**Work order:**
Isolate every line in the records below with "road" in it.

[Stored items]
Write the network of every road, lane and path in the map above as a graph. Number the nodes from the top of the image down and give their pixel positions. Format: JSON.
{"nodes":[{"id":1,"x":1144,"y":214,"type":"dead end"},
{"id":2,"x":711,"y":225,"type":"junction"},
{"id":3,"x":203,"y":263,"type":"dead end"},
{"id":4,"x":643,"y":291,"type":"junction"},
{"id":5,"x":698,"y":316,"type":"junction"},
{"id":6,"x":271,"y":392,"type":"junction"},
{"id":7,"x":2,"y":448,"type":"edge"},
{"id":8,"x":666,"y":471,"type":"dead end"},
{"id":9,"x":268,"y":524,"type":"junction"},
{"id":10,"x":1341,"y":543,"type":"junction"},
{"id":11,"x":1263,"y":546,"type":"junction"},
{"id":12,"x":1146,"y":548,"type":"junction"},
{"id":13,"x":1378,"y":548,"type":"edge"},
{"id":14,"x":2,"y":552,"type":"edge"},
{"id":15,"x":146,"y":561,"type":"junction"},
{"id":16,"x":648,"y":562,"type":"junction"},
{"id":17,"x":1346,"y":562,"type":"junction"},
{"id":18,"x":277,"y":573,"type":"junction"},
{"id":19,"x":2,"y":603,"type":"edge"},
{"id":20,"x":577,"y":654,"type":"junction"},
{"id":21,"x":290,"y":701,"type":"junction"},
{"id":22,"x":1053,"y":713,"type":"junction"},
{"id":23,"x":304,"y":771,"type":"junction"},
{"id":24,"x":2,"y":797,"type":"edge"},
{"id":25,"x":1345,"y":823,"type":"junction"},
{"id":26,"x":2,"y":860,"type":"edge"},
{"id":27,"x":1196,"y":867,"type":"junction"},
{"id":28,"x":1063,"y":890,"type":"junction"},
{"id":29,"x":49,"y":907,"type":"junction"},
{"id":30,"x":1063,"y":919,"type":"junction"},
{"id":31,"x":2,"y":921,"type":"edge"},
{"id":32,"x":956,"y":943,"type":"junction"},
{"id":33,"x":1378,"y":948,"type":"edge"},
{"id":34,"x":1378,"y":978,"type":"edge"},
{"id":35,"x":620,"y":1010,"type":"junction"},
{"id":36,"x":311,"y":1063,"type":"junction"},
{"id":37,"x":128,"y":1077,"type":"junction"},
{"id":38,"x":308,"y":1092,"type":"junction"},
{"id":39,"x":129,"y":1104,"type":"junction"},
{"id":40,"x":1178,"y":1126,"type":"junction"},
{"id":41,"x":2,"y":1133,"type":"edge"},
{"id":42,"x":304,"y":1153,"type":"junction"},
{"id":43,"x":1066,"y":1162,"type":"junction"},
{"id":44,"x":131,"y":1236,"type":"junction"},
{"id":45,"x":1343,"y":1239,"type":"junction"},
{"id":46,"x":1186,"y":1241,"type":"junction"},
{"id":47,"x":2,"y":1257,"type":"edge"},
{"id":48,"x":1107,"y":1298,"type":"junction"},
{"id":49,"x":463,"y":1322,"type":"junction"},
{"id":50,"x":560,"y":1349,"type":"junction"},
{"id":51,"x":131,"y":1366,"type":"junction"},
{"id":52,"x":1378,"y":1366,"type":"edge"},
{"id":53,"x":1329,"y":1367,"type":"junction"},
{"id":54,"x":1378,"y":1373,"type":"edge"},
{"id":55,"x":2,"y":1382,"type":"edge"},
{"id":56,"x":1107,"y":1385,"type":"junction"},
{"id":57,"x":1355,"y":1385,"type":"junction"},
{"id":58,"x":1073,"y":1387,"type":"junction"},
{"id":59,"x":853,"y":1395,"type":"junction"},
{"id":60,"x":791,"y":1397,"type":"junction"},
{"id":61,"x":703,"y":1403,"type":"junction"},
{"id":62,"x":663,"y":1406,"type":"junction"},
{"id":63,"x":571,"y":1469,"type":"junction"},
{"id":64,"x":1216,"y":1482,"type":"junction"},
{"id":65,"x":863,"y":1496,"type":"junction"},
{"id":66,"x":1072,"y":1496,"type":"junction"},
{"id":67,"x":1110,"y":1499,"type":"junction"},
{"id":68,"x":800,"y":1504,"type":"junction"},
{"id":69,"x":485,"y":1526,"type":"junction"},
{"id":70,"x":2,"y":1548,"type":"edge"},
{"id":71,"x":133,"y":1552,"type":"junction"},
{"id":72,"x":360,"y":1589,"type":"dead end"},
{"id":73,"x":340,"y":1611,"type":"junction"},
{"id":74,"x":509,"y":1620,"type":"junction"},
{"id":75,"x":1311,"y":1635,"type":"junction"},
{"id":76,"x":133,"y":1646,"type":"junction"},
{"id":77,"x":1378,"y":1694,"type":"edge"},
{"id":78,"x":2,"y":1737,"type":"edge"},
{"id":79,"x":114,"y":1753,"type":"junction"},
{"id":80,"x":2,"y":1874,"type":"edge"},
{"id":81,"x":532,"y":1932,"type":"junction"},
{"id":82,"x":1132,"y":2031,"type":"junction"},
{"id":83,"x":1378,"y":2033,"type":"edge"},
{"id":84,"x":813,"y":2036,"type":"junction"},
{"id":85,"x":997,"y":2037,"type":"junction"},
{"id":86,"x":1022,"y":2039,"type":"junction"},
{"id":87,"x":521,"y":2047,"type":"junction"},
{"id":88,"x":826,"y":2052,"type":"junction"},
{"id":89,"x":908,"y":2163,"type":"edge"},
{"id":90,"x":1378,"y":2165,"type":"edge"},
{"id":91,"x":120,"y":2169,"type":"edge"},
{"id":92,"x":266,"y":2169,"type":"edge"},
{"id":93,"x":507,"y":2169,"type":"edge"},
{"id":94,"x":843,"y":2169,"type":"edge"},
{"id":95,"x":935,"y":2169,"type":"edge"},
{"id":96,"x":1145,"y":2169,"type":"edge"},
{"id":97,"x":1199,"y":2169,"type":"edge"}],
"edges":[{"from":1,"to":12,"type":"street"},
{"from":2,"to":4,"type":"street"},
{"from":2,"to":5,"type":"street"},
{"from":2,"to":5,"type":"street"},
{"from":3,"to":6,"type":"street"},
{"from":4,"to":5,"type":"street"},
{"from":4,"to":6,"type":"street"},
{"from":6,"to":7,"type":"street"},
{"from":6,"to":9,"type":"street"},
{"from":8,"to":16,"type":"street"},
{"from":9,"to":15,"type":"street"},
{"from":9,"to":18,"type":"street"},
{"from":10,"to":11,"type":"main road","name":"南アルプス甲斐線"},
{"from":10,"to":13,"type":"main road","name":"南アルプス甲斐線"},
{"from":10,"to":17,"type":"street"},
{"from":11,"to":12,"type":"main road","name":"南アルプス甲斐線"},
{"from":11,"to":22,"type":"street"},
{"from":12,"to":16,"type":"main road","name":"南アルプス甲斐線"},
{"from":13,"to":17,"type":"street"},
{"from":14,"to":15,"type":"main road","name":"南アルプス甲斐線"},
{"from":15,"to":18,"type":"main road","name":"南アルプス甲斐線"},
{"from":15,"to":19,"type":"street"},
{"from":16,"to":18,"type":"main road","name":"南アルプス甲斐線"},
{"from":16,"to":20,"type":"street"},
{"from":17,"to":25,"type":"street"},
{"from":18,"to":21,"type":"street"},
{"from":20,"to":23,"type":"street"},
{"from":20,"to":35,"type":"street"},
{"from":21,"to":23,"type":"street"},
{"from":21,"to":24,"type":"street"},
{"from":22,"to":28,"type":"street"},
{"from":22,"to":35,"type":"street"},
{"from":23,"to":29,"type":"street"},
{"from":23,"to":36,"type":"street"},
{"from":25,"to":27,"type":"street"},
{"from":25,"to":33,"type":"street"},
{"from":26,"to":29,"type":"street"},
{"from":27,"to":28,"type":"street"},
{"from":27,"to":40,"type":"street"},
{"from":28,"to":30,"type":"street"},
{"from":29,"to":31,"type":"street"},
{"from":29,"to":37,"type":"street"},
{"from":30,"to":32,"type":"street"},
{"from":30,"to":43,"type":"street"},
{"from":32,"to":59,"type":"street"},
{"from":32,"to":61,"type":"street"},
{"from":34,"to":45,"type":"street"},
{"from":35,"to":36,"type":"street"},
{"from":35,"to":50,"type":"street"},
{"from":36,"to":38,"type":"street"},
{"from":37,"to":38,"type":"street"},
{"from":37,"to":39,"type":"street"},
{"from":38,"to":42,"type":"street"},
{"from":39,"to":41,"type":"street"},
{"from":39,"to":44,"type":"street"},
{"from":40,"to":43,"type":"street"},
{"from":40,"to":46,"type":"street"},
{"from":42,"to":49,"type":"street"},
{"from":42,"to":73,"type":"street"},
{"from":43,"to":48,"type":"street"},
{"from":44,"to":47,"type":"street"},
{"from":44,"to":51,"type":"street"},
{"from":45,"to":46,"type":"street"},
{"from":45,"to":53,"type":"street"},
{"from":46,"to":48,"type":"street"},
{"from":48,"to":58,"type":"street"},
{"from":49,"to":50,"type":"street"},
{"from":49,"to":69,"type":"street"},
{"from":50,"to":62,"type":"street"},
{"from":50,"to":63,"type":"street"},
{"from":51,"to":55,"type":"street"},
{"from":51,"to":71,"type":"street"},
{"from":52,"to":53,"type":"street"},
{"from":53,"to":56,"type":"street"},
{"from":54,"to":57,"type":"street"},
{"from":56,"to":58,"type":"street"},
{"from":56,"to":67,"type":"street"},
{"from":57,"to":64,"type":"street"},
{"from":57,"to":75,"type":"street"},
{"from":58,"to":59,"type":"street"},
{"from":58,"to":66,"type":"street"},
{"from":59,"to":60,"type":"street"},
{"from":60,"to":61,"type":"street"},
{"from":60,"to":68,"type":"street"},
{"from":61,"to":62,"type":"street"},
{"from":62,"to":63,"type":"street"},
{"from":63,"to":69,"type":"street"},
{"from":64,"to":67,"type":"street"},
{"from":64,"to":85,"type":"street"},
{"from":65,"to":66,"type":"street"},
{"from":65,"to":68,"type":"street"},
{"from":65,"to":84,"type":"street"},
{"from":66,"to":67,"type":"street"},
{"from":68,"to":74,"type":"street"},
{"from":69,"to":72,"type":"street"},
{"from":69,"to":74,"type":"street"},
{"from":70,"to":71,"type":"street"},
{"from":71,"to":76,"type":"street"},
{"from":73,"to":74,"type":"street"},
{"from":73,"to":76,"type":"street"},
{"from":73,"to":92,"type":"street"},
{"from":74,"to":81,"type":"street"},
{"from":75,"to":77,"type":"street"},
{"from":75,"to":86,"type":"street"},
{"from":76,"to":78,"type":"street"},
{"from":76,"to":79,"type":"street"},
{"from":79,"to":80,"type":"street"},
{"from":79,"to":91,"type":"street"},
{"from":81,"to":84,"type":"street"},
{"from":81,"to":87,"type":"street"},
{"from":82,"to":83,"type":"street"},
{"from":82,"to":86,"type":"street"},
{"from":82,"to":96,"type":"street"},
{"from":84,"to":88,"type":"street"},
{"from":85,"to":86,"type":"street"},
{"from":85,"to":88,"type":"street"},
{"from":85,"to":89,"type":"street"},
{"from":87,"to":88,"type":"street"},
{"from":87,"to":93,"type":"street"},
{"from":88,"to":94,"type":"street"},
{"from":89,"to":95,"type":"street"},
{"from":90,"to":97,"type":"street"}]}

**Solution for this problem:**
Write the network of every road, lane and path in the map above as a graph. Number the nodes from the top of the image down and give their pixel positions. Format: JSON.
{"from":10,"to":11,"type":"main road","name":"南アルプス甲斐線"},
{"from":10,"to":13,"type":"main road","name":"南アルプス甲斐線"},
{"from":11,"to":12,"type":"main road","name":"南アルプス甲斐線"},
{"from":12,"to":16,"type":"main road","name":"南アルプス甲斐線"},
{"from":14,"to":15,"type":"main road","name":"南アルプス甲斐線"},
{"from":15,"to":18,"type":"main road","name":"南アルプス甲斐線"},
{"from":16,"to":18,"type":"main road","name":"南アルプス甲斐線"},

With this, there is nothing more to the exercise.